§ WORK ORDER
Check every line below for the string "graph". Copy the ones that have it.

#### RAW DATA ####

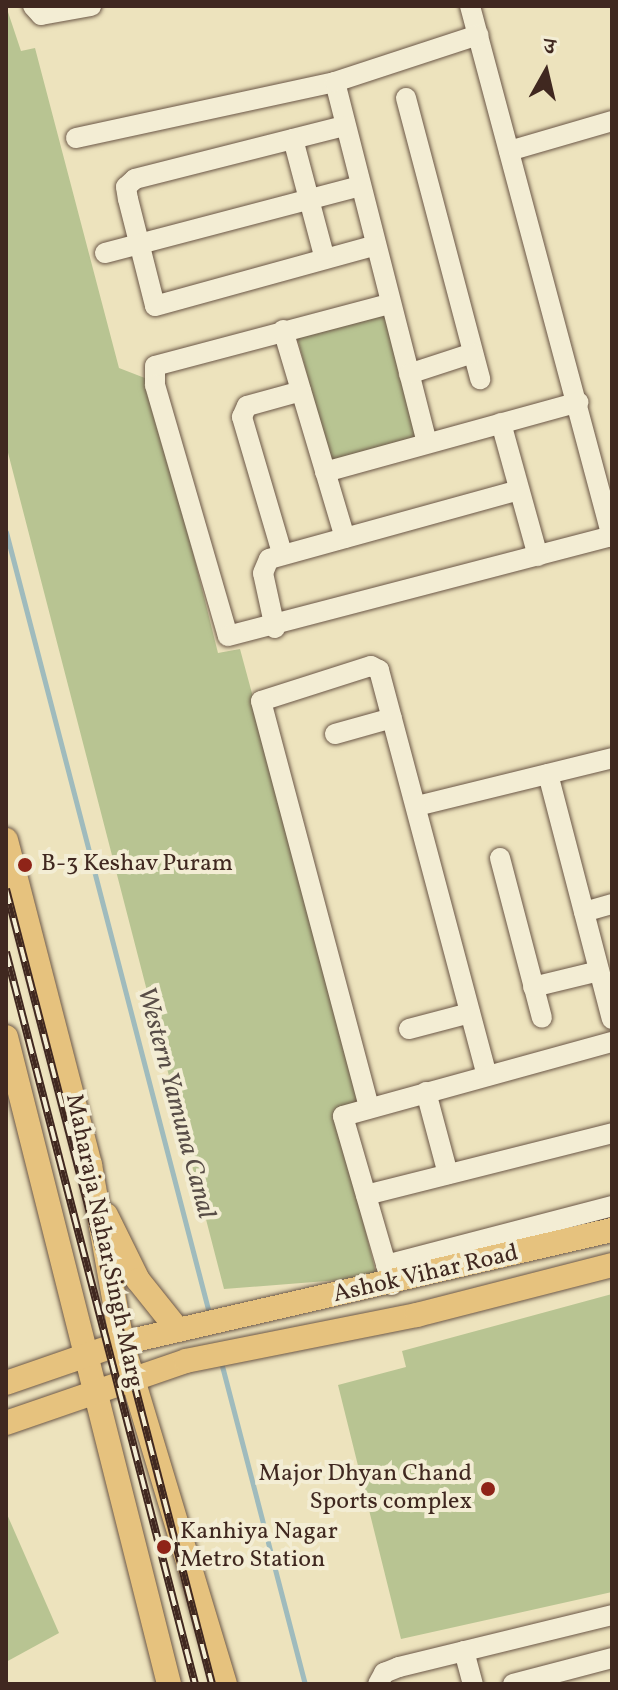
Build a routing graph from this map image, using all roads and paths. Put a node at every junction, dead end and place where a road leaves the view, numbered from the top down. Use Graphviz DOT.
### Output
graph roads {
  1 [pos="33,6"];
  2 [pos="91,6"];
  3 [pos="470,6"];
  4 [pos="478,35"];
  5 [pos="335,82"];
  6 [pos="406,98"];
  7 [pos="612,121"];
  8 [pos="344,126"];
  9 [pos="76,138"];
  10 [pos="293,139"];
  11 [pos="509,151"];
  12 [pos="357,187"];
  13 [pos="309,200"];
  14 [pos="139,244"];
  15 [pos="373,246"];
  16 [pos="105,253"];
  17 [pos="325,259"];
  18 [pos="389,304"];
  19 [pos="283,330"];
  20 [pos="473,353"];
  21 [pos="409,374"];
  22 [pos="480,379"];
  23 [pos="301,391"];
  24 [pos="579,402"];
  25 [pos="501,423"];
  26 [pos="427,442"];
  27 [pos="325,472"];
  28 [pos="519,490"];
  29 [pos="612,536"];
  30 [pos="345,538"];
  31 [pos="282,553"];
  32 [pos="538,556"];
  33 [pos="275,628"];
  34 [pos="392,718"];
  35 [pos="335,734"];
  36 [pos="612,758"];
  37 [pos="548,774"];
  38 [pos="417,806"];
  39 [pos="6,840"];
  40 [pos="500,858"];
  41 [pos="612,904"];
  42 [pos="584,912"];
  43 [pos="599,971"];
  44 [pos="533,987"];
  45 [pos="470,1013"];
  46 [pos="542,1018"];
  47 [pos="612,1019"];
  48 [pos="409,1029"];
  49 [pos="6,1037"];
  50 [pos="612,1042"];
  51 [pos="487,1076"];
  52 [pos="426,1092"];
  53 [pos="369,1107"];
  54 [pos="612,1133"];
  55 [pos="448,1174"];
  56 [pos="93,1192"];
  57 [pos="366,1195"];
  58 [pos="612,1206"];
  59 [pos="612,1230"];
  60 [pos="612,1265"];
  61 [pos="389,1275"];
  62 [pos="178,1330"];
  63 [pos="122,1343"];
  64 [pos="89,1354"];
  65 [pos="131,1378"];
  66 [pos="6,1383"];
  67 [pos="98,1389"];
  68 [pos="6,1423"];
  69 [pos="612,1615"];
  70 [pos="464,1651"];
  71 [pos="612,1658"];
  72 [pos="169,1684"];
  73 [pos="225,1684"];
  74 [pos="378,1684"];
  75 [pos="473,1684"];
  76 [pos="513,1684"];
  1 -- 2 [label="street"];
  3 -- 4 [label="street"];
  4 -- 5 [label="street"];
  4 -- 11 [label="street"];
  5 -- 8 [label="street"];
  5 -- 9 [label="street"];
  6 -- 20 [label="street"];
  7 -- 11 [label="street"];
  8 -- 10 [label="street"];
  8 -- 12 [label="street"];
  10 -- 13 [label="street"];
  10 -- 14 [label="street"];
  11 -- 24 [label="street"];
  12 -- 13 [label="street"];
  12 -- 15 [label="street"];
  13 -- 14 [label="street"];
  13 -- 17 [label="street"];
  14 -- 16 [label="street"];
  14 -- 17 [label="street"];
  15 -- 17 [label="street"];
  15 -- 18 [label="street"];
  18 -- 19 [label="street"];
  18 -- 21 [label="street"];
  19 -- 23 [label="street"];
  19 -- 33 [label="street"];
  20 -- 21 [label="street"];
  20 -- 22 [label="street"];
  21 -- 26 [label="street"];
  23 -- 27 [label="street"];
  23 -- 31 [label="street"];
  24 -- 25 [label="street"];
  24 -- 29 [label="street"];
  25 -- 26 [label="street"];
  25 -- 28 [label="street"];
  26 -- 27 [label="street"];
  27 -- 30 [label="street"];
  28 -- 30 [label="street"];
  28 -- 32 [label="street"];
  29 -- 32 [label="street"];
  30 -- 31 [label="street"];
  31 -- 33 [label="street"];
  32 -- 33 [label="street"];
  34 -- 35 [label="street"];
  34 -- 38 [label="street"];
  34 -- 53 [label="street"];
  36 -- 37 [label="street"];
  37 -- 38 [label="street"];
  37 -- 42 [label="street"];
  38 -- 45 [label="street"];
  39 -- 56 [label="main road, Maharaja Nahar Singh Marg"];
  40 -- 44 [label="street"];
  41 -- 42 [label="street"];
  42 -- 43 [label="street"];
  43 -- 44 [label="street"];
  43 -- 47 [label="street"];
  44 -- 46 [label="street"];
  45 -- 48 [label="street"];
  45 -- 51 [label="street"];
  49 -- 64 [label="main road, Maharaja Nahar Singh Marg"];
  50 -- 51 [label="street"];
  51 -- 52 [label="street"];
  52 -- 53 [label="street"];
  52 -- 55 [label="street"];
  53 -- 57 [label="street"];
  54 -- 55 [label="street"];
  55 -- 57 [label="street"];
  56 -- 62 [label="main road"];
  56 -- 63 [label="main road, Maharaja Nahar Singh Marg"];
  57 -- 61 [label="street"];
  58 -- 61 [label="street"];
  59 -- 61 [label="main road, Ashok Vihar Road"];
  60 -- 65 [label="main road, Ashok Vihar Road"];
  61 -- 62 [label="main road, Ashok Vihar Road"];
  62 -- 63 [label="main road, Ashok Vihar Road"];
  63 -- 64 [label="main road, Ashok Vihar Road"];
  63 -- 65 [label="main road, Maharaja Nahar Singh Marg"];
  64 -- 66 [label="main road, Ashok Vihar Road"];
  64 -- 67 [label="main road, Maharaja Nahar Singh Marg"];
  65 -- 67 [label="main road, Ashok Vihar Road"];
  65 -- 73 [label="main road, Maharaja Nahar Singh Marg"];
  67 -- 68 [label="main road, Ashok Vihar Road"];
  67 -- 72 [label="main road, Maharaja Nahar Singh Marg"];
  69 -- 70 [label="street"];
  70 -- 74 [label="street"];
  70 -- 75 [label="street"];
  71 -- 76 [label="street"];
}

####

§ OUTPUT BELOW
Build a routing graph from this map image, using all roads and paths. Put a node at every junction, dead end and place where a road leaves the view, numbered from the top down. Use Graphviz DOT.
graph roads {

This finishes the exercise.